The article admits “USA Clay Target doesn’t promote Second Amendment rights,” and NRA’s role is strictly one of encouraging the sport. That’s too bad, really, and if the schools were doing their jobs, they’d be the ones educating tomorrow’s voters about the Constitution and the Bill of Rights.
Likewise, if teen suicides were a problem amongst adolescent clay shooters, you can bet Brady would be first in line dancing in the blood and crowing over the numbers. That they don’t have any tragedies to gloat over shows it’s not, but Brown had to bring it up anyway just to play on ignorance in order to gin up fear.
Time for another section heading: “Inherent risks.”
The truth is that shooting sports don’t even make the list of the most dangerous or even common high school sports resulting in injuries.

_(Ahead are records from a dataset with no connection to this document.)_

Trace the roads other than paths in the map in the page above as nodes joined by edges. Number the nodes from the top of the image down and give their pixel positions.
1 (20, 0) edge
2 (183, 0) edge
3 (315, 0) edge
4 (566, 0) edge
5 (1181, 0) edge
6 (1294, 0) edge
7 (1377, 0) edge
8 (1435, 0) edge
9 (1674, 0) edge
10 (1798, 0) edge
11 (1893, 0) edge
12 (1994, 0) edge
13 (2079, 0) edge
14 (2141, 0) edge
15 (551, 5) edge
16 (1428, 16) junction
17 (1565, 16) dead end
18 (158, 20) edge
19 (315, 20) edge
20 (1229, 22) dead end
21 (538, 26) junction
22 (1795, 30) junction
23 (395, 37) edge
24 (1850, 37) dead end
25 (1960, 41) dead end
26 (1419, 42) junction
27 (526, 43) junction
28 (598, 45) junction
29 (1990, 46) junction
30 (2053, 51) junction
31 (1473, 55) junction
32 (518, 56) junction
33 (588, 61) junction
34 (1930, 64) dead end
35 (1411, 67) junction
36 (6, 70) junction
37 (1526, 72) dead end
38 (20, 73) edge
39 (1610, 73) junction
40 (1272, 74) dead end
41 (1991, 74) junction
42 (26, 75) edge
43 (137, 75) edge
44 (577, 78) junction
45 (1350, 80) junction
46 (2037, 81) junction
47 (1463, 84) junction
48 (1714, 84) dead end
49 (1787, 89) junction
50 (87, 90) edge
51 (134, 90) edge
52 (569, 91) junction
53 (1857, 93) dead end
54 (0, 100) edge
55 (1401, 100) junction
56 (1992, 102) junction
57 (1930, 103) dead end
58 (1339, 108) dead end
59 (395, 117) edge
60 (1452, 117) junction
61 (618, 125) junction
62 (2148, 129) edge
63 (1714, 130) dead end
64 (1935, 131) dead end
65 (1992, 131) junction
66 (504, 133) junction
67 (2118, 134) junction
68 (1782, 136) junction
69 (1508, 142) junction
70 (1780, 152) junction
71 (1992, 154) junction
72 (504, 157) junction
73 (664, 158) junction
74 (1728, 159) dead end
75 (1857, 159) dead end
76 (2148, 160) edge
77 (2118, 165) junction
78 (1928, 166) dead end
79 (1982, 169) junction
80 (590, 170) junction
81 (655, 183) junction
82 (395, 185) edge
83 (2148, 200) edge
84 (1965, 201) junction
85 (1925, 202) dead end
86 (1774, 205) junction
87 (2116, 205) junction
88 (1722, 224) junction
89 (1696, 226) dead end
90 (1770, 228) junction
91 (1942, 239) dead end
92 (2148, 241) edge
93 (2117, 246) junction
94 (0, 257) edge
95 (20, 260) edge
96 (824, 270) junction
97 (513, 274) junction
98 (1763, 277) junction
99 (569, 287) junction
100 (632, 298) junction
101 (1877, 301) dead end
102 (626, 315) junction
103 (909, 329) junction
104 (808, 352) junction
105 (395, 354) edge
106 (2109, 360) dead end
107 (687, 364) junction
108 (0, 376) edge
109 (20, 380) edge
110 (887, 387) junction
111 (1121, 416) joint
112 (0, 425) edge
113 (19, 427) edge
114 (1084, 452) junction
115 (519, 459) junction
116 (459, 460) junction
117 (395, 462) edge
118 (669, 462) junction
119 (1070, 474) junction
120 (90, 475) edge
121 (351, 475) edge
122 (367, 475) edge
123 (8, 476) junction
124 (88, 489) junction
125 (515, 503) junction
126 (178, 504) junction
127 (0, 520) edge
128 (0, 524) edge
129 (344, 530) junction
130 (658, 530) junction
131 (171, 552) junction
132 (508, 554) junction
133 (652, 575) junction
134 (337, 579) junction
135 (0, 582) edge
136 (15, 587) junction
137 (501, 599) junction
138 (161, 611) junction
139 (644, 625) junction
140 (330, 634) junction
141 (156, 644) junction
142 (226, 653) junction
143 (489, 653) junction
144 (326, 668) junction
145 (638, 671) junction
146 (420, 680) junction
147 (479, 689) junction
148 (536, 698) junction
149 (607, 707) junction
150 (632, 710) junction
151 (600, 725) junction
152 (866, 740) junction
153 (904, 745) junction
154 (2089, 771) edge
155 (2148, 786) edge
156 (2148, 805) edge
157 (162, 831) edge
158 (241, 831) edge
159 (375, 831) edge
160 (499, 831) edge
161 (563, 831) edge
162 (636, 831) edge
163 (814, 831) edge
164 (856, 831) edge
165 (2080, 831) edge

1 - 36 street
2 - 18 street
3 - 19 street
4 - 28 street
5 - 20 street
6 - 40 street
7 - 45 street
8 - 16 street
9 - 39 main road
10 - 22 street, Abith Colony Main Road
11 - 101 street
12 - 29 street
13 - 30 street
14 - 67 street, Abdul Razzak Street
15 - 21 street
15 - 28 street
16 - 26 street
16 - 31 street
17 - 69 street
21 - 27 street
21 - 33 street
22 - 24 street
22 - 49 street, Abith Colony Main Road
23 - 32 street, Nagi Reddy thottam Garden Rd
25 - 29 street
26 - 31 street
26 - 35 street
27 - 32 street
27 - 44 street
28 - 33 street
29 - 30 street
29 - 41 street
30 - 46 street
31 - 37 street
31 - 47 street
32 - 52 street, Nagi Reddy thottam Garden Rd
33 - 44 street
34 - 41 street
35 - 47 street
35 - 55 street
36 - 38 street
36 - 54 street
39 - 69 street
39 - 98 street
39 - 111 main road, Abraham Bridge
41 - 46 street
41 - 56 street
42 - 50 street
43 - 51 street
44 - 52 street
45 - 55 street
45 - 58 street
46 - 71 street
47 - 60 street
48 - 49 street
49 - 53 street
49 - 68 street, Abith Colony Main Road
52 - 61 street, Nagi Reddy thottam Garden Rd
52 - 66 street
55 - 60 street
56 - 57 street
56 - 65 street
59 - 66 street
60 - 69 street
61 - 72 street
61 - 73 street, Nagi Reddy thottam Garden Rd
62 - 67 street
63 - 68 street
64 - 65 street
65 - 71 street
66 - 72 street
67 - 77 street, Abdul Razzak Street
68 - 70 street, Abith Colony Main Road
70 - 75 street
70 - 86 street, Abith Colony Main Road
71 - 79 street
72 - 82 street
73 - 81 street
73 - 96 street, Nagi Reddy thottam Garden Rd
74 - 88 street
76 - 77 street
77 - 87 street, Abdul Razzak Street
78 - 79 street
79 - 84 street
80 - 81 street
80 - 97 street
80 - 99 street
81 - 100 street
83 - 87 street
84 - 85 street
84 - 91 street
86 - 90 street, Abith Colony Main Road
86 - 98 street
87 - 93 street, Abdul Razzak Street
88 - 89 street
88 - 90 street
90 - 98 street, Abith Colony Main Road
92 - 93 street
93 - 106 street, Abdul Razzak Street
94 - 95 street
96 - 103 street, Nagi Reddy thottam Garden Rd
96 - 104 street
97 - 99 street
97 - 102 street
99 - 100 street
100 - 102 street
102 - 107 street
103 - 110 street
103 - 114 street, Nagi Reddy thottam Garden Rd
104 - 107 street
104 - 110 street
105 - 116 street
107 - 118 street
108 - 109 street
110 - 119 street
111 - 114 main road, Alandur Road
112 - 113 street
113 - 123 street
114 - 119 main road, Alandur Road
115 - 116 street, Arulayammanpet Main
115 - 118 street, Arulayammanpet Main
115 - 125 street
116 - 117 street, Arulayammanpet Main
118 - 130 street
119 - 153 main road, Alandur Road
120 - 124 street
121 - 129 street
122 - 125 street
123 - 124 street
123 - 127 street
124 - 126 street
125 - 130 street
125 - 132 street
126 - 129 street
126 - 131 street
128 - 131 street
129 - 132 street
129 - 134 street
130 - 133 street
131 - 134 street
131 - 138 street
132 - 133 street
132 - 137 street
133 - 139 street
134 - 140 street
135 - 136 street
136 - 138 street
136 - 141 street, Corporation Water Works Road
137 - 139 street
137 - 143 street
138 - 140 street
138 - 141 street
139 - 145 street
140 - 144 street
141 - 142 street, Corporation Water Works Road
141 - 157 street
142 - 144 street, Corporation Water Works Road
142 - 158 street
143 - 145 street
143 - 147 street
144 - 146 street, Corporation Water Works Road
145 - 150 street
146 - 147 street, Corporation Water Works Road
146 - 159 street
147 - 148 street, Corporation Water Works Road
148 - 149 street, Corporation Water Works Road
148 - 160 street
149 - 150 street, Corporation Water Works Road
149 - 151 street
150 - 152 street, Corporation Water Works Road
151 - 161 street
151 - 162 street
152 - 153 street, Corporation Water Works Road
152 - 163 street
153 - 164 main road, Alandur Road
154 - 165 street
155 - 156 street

“Clay Target League Remains Safest High School Sport,” the Minnesota State High School Clay Target League reports.
“According to the latest statistics from the Center for Injury Research & Policy, boys’ football tops the list of most dangerous high-school sports with over 3 million injuries estimated nationwide each year. Football is followed by both girls’ and boys’ soccer, with about an estimated million injuries for each,” the League notes. “What about injuries in Clay Target shooting? None. Since the High School Clay Target League’s inception in 2008, there have been no recorded injuries to athletes, coaches, or spectators. Ever.”
The other thing young people involved in shooting sports aren’t doing: Getting into running gun battles with gang rivals. Doing drive-bys. Knocking over bodegas or executing fast food workers.
In fact, no less a source than the U.S. Department of Justice, Office of Justice Programs, Office of Juvenile Justice and Delinquency Prevention had this to say about boys who lawfully own guns with the approval of responsible parents:
“Boys who own legal firearms, however, have much lower rates of delinquency and drug use and are even slightly less delinquent than nonowners of guns.”
There goes the narrative. It’s funny what raising kids right will produce.
But thanks to naked, ignorant prejudice, we read about one young competitor and learn, “His teammates say they feel some stigma (‘We’re kind of the oddballs,’ one says; ‘People are a little weirded out,’ another adds).
They can thank career prohibitionists like Kris Brown, opportunistic and treasonous politicians, and narrative-parroting media dolts for creating that impression. These young people should be proud of who they are, that is, real pride based on what’s relevant and worthy, character and achievement. Those who want them to think they’re the weird ones are projecting.
And speaking of weird, there’s one other “observation” in the story that merits a facepalm:
“Moving the sport into virtual reality would eliminate its equipment’s inherent risk.”
If it’s “safety” these people want, moving the useful idiots to North Korea where they could live in gun-free Nirvana and leave the rest of us the hell alone would seem the surer bet.